#### [WORK TASK]
Filter these entries down to the lines that hold the word "Crescent", and show each of them.

#### [DATA TO EXAMINE]
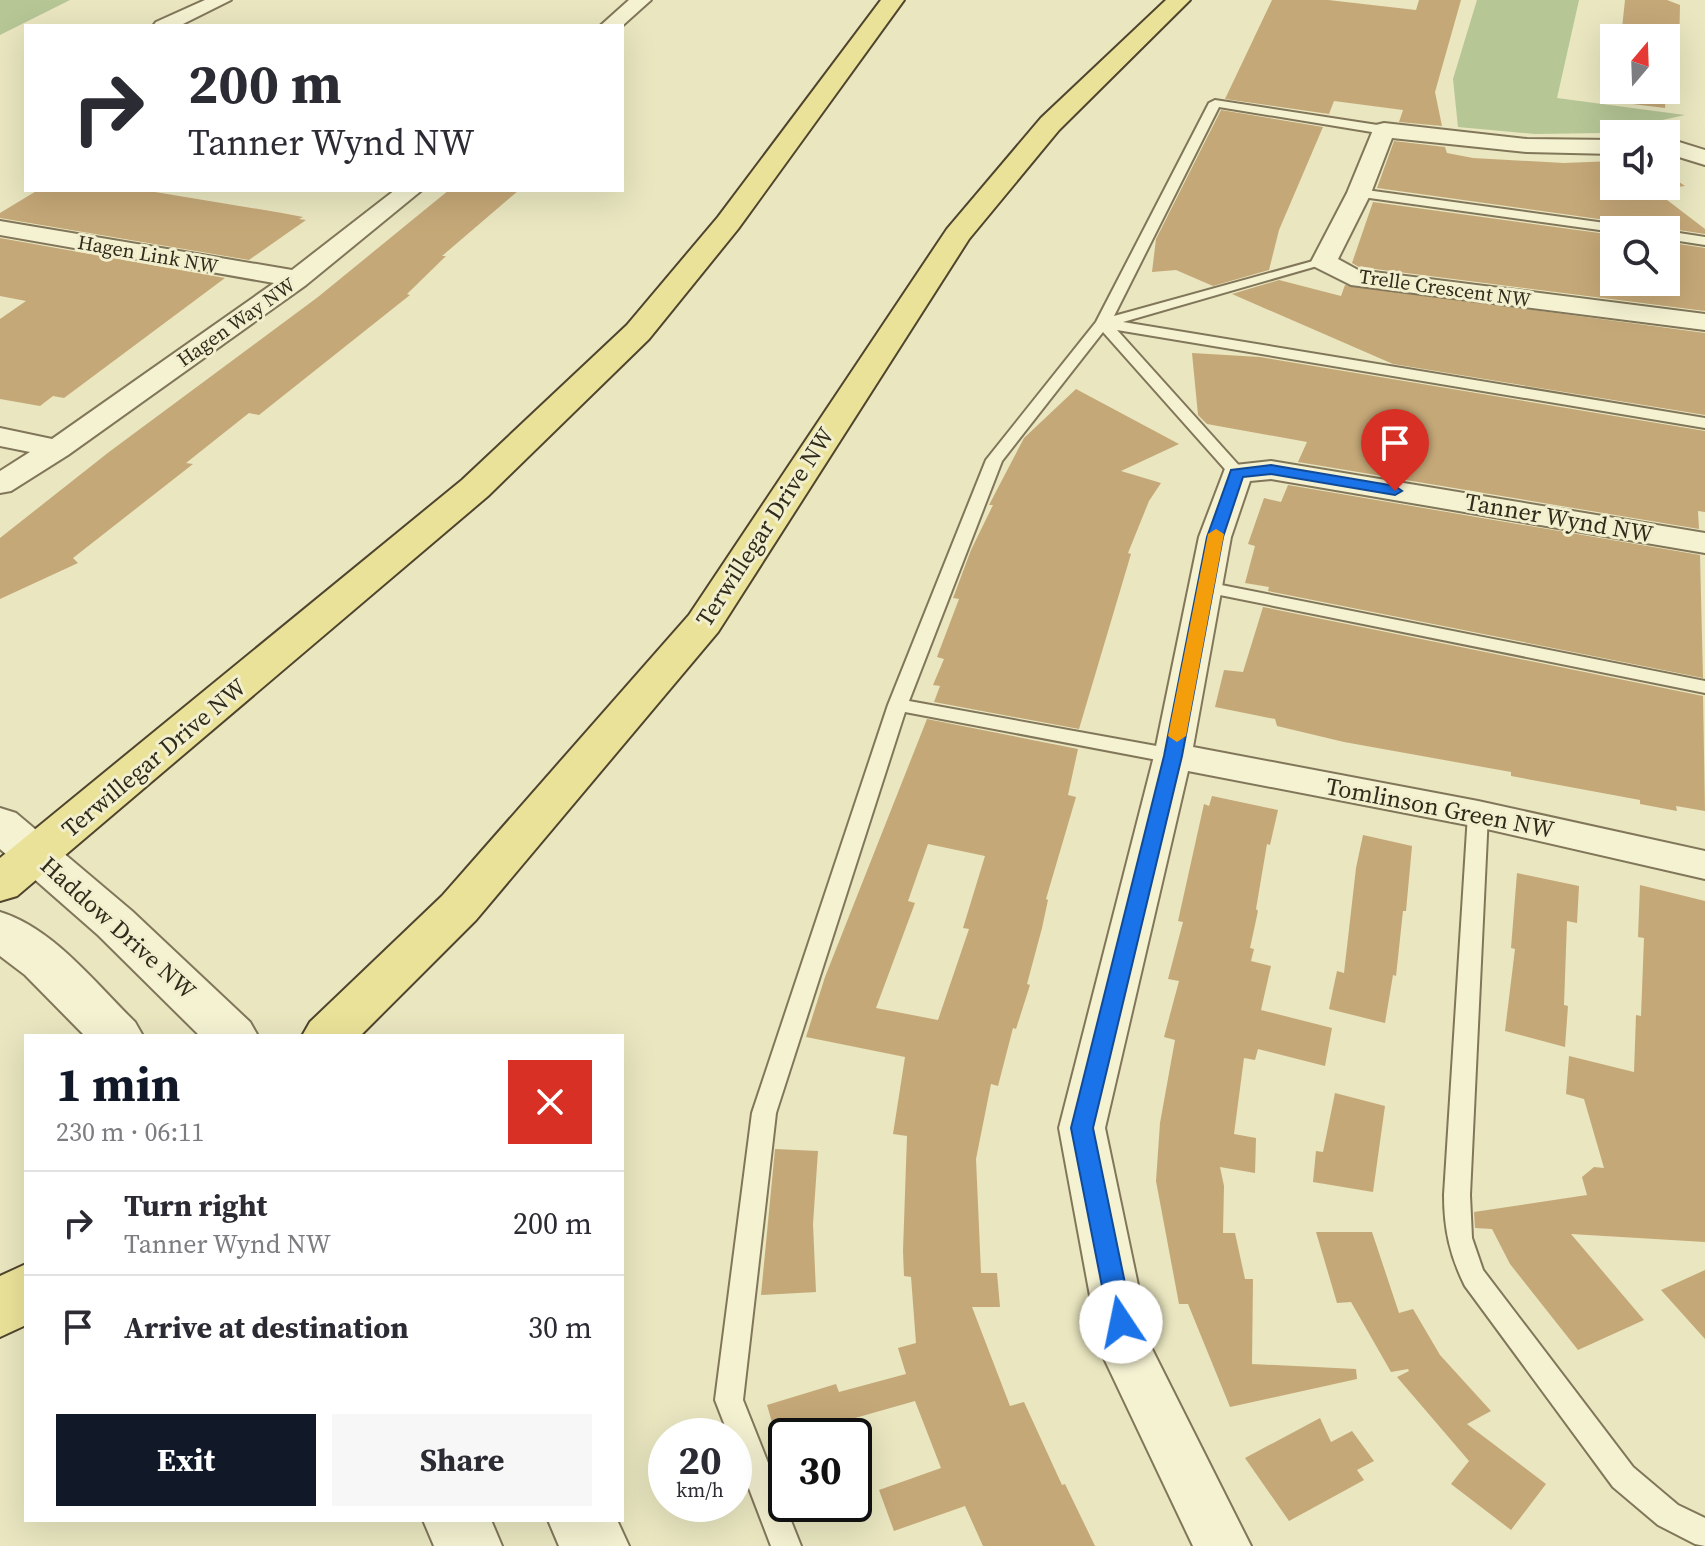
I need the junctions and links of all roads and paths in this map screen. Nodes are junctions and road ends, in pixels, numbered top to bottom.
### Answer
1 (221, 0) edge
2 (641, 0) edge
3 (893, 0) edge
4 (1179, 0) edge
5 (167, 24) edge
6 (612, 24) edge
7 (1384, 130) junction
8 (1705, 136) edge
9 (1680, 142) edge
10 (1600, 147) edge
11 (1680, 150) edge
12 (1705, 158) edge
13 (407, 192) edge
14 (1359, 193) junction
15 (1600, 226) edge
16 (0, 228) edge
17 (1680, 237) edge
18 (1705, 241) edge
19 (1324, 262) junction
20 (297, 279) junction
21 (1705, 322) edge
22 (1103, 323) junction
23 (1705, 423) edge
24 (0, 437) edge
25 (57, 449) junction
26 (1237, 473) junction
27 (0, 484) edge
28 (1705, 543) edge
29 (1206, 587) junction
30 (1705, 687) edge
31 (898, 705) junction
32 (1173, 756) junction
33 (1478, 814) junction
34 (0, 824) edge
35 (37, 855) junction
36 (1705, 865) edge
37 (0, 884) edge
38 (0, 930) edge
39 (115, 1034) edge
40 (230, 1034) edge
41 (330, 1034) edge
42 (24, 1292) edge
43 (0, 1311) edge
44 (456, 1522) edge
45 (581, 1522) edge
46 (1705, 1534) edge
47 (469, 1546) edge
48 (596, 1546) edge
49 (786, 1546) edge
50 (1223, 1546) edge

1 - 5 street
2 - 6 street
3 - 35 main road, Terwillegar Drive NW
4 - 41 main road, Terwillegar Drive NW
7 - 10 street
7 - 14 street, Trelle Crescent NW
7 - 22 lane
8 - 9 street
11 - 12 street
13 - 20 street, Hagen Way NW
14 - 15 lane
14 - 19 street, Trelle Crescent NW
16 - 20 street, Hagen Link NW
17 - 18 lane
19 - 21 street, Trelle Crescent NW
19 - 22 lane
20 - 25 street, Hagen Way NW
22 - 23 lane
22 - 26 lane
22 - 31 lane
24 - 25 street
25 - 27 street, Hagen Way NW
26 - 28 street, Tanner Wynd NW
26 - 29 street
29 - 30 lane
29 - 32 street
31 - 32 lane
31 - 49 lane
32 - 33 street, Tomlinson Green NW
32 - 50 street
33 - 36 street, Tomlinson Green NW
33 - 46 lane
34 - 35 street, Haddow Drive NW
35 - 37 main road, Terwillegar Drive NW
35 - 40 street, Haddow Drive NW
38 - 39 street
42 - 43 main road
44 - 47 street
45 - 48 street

#### [RESULT OF THE TASK]
7 - 14 street, Trelle Crescent NW
14 - 19 street, Trelle Crescent NW
19 - 21 street, Trelle Crescent NW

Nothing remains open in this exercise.